Note: High TTFT variance (3s min, 536s max) is expected — the model server fetches each video URL from HuggingFace during inference, and fetch time varies with video size and network conditions.


Notes

  • The video column in MMVU contains HTTPS URLs pointing to .mp4 files hosted on HuggingFace.
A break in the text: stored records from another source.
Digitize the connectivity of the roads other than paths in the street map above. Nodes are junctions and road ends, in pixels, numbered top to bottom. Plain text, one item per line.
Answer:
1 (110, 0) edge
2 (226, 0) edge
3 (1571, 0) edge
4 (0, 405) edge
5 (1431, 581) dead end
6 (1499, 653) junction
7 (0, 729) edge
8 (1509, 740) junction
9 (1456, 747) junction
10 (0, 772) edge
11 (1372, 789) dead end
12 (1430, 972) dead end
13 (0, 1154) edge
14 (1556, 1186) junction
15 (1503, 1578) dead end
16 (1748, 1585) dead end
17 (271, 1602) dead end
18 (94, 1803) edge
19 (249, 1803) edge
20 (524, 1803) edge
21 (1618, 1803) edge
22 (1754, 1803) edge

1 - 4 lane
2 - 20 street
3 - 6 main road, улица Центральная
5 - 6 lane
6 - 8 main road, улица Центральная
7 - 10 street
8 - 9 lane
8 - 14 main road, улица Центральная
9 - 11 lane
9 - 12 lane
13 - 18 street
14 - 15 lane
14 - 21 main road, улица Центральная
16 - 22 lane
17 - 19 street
AIPerf passes these URLs directly to the model server, which fetches the video during inference.
  • For multiple-choice questions, choices are appended to the question in the format A.option B.option .... Open-ended questions use the question text only.
  • The dataset has a validation split with samples spanning multiple academic disciplines (Art, Science, Engineering, etc.).